Dataset entries
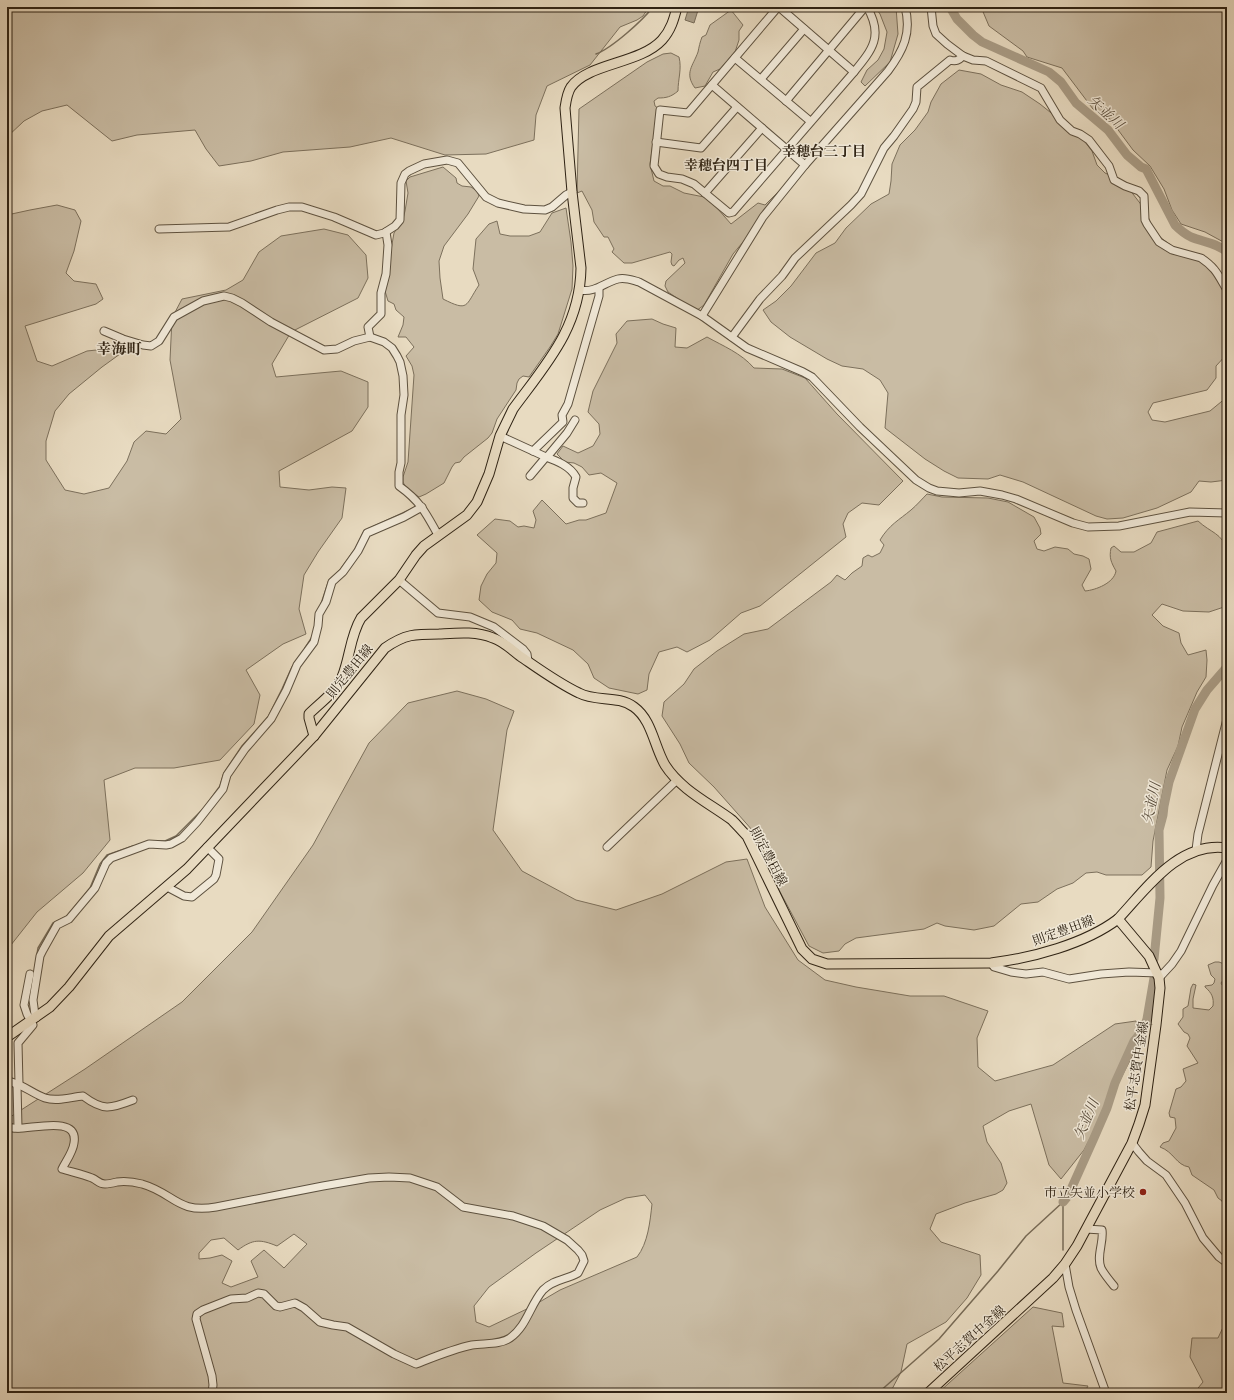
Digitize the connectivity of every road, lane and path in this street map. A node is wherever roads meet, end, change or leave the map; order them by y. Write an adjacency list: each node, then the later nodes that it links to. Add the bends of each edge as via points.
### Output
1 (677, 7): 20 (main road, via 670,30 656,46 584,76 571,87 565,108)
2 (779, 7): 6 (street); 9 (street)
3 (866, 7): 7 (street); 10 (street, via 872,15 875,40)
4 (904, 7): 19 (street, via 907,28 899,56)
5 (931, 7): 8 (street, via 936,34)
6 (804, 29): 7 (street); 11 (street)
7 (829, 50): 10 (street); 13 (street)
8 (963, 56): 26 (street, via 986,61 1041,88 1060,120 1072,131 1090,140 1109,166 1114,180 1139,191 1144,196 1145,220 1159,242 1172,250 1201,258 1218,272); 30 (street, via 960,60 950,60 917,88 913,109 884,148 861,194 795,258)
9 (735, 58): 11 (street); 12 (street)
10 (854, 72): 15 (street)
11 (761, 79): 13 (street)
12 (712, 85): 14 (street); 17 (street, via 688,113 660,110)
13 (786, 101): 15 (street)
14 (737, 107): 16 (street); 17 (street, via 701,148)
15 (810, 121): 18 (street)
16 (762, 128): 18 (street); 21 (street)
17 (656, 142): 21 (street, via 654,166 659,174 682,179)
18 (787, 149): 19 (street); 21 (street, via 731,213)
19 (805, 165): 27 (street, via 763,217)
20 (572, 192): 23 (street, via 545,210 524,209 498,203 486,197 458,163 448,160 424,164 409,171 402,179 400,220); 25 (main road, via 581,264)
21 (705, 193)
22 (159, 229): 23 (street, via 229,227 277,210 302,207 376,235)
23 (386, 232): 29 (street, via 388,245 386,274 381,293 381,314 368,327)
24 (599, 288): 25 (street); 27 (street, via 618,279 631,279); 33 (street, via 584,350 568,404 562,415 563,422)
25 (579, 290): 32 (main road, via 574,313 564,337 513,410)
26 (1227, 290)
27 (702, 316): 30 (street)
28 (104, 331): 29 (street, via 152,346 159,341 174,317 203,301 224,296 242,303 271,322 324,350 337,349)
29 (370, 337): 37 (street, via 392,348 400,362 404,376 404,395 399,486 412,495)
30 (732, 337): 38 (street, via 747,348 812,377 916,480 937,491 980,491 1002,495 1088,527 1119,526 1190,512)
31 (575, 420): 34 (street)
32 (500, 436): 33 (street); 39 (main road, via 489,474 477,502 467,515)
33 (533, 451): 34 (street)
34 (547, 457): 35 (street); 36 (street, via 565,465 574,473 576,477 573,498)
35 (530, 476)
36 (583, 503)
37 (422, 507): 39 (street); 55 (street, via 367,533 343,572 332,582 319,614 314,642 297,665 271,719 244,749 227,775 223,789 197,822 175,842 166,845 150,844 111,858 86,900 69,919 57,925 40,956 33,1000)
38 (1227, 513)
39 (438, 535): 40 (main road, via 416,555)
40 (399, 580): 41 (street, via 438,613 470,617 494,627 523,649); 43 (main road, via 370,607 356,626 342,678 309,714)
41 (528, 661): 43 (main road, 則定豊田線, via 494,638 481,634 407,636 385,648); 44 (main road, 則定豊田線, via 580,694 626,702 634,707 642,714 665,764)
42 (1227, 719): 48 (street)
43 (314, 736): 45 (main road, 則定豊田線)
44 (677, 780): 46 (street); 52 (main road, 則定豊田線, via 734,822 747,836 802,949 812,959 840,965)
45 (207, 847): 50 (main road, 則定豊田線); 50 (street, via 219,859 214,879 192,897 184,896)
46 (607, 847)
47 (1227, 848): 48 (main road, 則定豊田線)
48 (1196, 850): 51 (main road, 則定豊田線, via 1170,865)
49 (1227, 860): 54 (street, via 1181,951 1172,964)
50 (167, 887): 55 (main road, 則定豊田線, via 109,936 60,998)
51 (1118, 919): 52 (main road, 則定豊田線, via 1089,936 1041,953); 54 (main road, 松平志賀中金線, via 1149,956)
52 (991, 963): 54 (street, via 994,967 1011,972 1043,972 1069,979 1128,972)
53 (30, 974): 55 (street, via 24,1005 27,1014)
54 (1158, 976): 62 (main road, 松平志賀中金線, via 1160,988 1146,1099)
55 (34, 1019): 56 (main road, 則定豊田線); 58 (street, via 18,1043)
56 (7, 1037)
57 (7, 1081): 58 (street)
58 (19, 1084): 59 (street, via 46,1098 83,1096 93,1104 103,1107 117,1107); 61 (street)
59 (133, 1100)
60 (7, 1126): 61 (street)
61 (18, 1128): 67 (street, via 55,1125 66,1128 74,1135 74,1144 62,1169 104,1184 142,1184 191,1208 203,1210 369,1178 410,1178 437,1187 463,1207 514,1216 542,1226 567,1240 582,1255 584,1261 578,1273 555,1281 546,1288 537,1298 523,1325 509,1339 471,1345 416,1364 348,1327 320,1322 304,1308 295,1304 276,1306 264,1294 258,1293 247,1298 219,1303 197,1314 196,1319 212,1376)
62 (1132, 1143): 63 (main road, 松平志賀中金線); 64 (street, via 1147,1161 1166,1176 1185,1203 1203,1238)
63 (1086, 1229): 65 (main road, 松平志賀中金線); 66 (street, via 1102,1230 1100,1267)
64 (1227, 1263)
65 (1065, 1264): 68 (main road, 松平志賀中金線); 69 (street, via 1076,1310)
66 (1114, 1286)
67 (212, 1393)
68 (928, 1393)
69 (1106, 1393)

:: Exercise ::
Exclude the pictures and give back the rest of the data above exactly as written.

:: Response below ::
Digitize the connectivity of every road, lane and path in this street map. A node is wherever roads meet, end, change or leave the map; order them by y. Write an adjacency list: each node, then the later nodes that it links to. Add the bends of each edge as via points.
### Output
1 (677, 7): 20 (main road, via 670,30 656,46 584,76 571,87 565,108)
2 (779, 7): 6 (street); 9 (street)
3 (866, 7): 7 (street); 10 (street, via 872,15 875,40)
4 (904, 7): 19 (street, via 907,28 899,56)
5 (931, 7): 8 (street, via 936,34)
6 (804, 29): 7 (street); 11 (street)
7 (829, 50): 10 (street); 13 (street)
8 (963, 56): 26 (street, via 986,61 1041,88 1060,120 1072,131 1090,140 1109,166 1114,180 1139,191 1144,196 1145,220 1159,242 1172,250 1201,258 1218,272); 30 (street, via 960,60 950,60 917,88 913,109 884,148 861,194 795,258)
9 (735, 58): 11 (street); 12 (street)
10 (854, 72): 15 (street)
11 (761, 79): 13 (street)
12 (712, 85): 14 (street); 17 (street, via 688,113 660,110)
13 (786, 101): 15 (street)
14 (737, 107): 16 (street); 17 (street, via 701,148)
15 (810, 121): 18 (street)
16 (762, 128): 18 (street); 21 (street)
17 (656, 142): 21 (street, via 654,166 659,174 682,179)
18 (787, 149): 19 (street); 21 (street, via 731,213)
19 (805, 165): 27 (street, via 763,217)
20 (572, 192): 23 (street, via 545,210 524,209 498,203 486,197 458,163 448,160 424,164 409,171 402,179 400,220); 25 (main road, via 581,264)
21 (705, 193)
22 (159, 229): 23 (street, via 229,227 277,210 302,207 376,235)
23 (386, 232): 29 (street, via 388,245 386,274 381,293 381,314 368,327)
24 (599, 288): 25 (street); 27 (street, via 618,279 631,279); 33 (street, via 584,350 568,404 562,415 563,422)
25 (579, 290): 32 (main road, via 574,313 564,337 513,410)
26 (1227, 290)
27 (702, 316): 30 (street)
28 (104, 331): 29 (street, via 152,346 159,341 174,317 203,301 224,296 242,303 271,322 324,350 337,349)
29 (370, 337): 37 (street, via 392,348 400,362 404,376 404,395 399,486 412,495)
30 (732, 337): 38 (street, via 747,348 812,377 916,480 937,491 980,491 1002,495 1088,527 1119,526 1190,512)
31 (575, 420): 34 (street)
32 (500, 436): 33 (street); 39 (main road, via 489,474 477,502 467,515)
33 (533, 451): 34 (street)
34 (547, 457): 35 (street); 36 (street, via 565,465 574,473 576,477 573,498)
35 (530, 476)
36 (583, 503)
37 (422, 507): 39 (street); 55 (street, via 367,533 343,572 332,582 319,614 314,642 297,665 271,719 244,749 227,775 223,789 197,822 175,842 166,845 150,844 111,858 86,900 69,919 57,925 40,956 33,1000)
38 (1227, 513)
39 (438, 535): 40 (main road, via 416,555)
40 (399, 580): 41 (street, via 438,613 470,617 494,627 523,649); 43 (main road, via 370,607 356,626 342,678 309,714)
41 (528, 661): 43 (main road, 則定豊田線, via 494,638 481,634 407,636 385,648); 44 (main road, 則定豊田線, via 580,694 626,702 634,707 642,714 665,764)
42 (1227, 719): 48 (street)
43 (314, 736): 45 (main road, 則定豊田線)
44 (677, 780): 46 (street); 52 (main road, 則定豊田線, via 734,822 747,836 802,949 812,959 840,965)
45 (207, 847): 50 (main road, 則定豊田線); 50 (street, via 219,859 214,879 192,897 184,896)
46 (607, 847)
47 (1227, 848): 48 (main road, 則定豊田線)
48 (1196, 850): 51 (main road, 則定豊田線, via 1170,865)
49 (1227, 860): 54 (street, via 1181,951 1172,964)
50 (167, 887): 55 (main road, 則定豊田線, via 109,936 60,998)
51 (1118, 919): 52 (main road, 則定豊田線, via 1089,936 1041,953); 54 (main road, 松平志賀中金線, via 1149,956)
52 (991, 963): 54 (street, via 994,967 1011,972 1043,972 1069,979 1128,972)
53 (30, 974): 55 (street, via 24,1005 27,1014)
54 (1158, 976): 62 (main road, 松平志賀中金線, via 1160,988 1146,1099)
55 (34, 1019): 56 (main road, 則定豊田線); 58 (street, via 18,1043)
56 (7, 1037)
57 (7, 1081): 58 (street)
58 (19, 1084): 59 (street, via 46,1098 83,1096 93,1104 103,1107 117,1107); 61 (street)
59 (133, 1100)
60 (7, 1126): 61 (street)
61 (18, 1128): 67 (street, via 55,1125 66,1128 74,1135 74,1144 62,1169 104,1184 142,1184 191,1208 203,1210 369,1178 410,1178 437,1187 463,1207 514,1216 542,1226 567,1240 582,1255 584,1261 578,1273 555,1281 546,1288 537,1298 523,1325 509,1339 471,1345 416,1364 348,1327 320,1322 304,1308 295,1304 276,1306 264,1294 258,1293 247,1298 219,1303 197,1314 196,1319 212,1376)
62 (1132, 1143): 63 (main road, 松平志賀中金線); 64 (street, via 1147,1161 1166,1176 1185,1203 1203,1238)
63 (1086, 1229): 65 (main road, 松平志賀中金線); 66 (street, via 1102,1230 1100,1267)
64 (1227, 1263)
65 (1065, 1264): 68 (main road, 松平志賀中金線); 69 (street, via 1076,1310)
66 (1114, 1286)
67 (212, 1393)
68 (928, 1393)
69 (1106, 1393)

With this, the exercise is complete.